Exercise description: Give the number of lines in the entries below that contain "Партизанская". Write nothing besides it.

Available data:
————

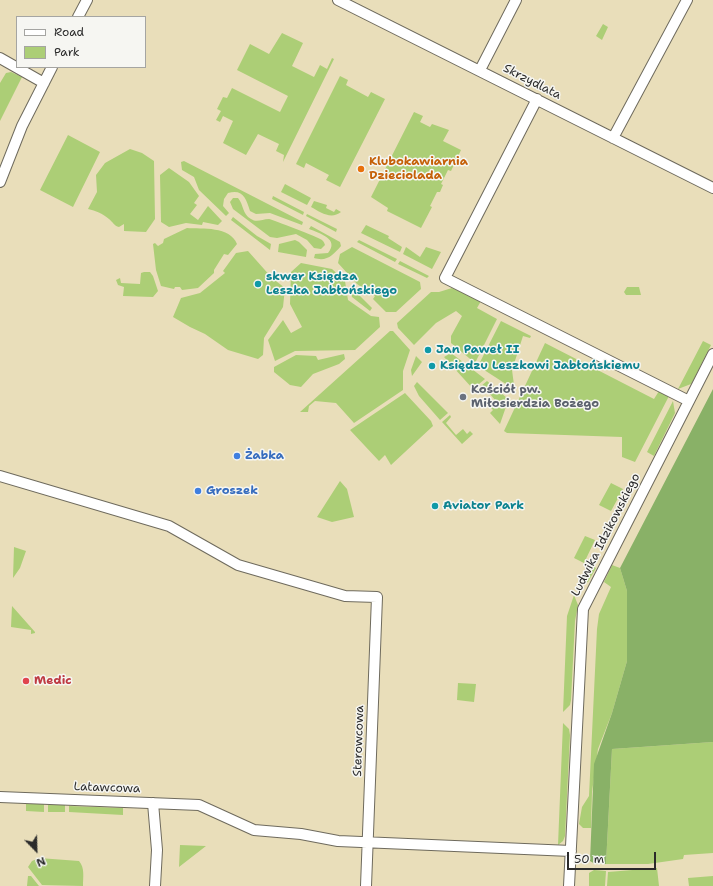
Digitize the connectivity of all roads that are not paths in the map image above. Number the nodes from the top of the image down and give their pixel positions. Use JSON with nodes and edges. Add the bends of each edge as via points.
{"nodes":[{"id":1,"x":87,"y":0,"type":"edge"},
{"id":2,"x":338,"y":0,"type":"edge"},
{"id":3,"x":516,"y":0,"type":"edge"},
{"id":4,"x":687,"y":0,"type":"edge"},
{"id":5,"x":79,"y":16,"type":"edge"},
{"id":6,"x":0,"y":58,"type":"edge"},
{"id":7,"x":16,"y":67,"type":"edge"},
{"id":8,"x":18,"y":68,"type":"edge"},
{"id":9,"x":52,"y":68,"type":"edge"},
{"id":10,"x":480,"y":70,"type":"junction"},
{"id":11,"x":44,"y":83,"type":"junction"},
{"id":12,"x":537,"y":99,"type":"junction"},
{"id":13,"x":613,"y":138,"type":"junction"},
{"id":14,"x":0,"y":182,"type":"edge"},
{"id":15,"x":713,"y":188,"type":"edge"},
{"id":16,"x":713,"y":354,"type":"edge"},
{"id":17,"x":689,"y":401,"type":"junction"},
{"id":18,"x":0,"y":476,"type":"edge"},
{"id":19,"x":0,"y":797,"type":"edge"},
{"id":20,"x":153,"y":803,"type":"junction"},
{"id":21,"x":368,"y":842,"type":"junction"},
{"id":22,"x":570,"y":851,"type":"junction"},
{"id":23,"x":155,"y":886,"type":"edge"},
{"id":24,"x":366,"y":886,"type":"edge"},
{"id":25,"x":569,"y":886,"type":"edge"}],
"edges":[{"from":1,"to":5,"type":"street"},
{"from":2,"to":10,"type":"street","name":"Skrzydlata"},
{"from":3,"to":10,"type":"street"},
{"from":4,"to":13,"type":"street"},
{"from":6,"to":7,"type":"street"},
{"from":8,"to":11,"type":"street"},
{"from":9,"to":11,"type":"street"},
{"from":10,"to":12,"type":"street","name":"Skrzydlata"},
{"from":11,"to":14,"type":"street","via":[[12,148]]},
{"from":12,"to":13,"type":"street","name":"Skrzydlata"},
{"from":12,"to":17,"type":"street","via":[[445,278]]},
{"from":13,"to":15,"type":"street","name":"Skrzydlata"},
{"from":16,"to":17,"type":"street","name":"Ludwika Idzikowskiego"},
{"from":17,"to":22,"type":"street","name":"Ludwika Idzikowskiego","via":[[583,609]]},
{"from":18,"to":21,"type":"street","name":"Sterowcowa","via":[[169,526],[238,565],[345,596],[377,597]]},
{"from":19,"to":20,"type":"street","name":"Latawcowa"},
{"from":20,"to":21,"type":"street","via":[[199,805],[254,830],[301,834],[338,841]]},
{"from":20,"to":23,"type":"street","name":"Latawcowa","via":[[157,850]]},
{"from":21,"to":22,"type":"street"},
{"from":21,"to":24,"type":"street","name":"Sterowcowa"},
{"from":22,"to":25,"type":"street","name":"Ludwika Idzikowskiego"}]}
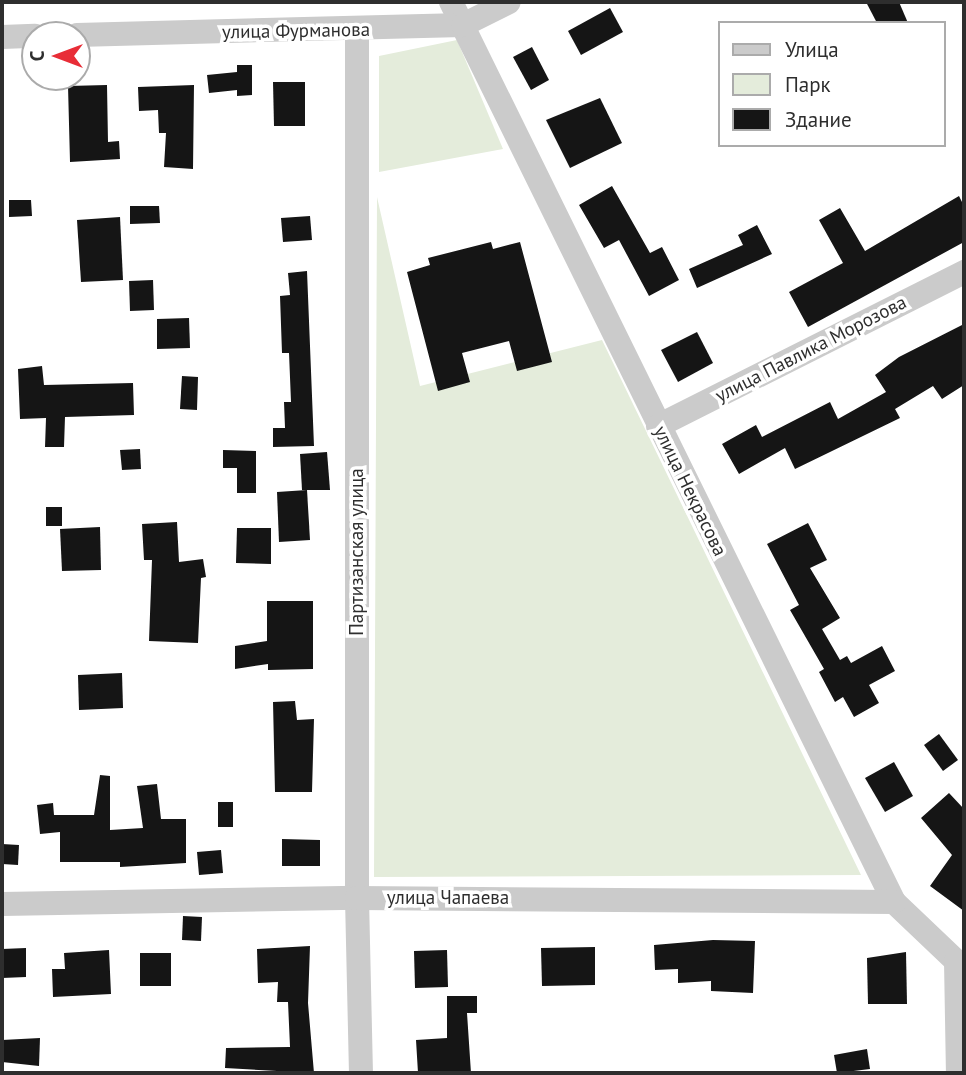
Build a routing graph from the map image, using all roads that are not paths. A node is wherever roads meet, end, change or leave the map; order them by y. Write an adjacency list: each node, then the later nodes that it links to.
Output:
1 (451, 2): 3 (street, улица Некрасова)
2 (509, 2): 3 (street, улица Фурманова)
3 (463, 25): 4 (street, улица Фурманова); 9 (street, улица Некрасова)
4 (356, 30): 5 (street, улица Фурманова); 10 (street, Партизанская улица)
5 (91, 35)
6 (21, 36): 7 (street)
7 (2, 37)
8 (964, 272): 9 (street, улица Павлика Морозова)
9 (657, 426): 11 (street, улица Некрасова)
10 (356, 898): 11 (street, улица Чапаева); 12 (street, улица Чапаева); 14 (street, Партизанская улица)
11 (894, 902): 13 (street, улица Некрасова)
12 (2, 905)
13 (960, 959): 15 (street)
14 (361, 1073)
15 (958, 1073)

————

Answer space: 2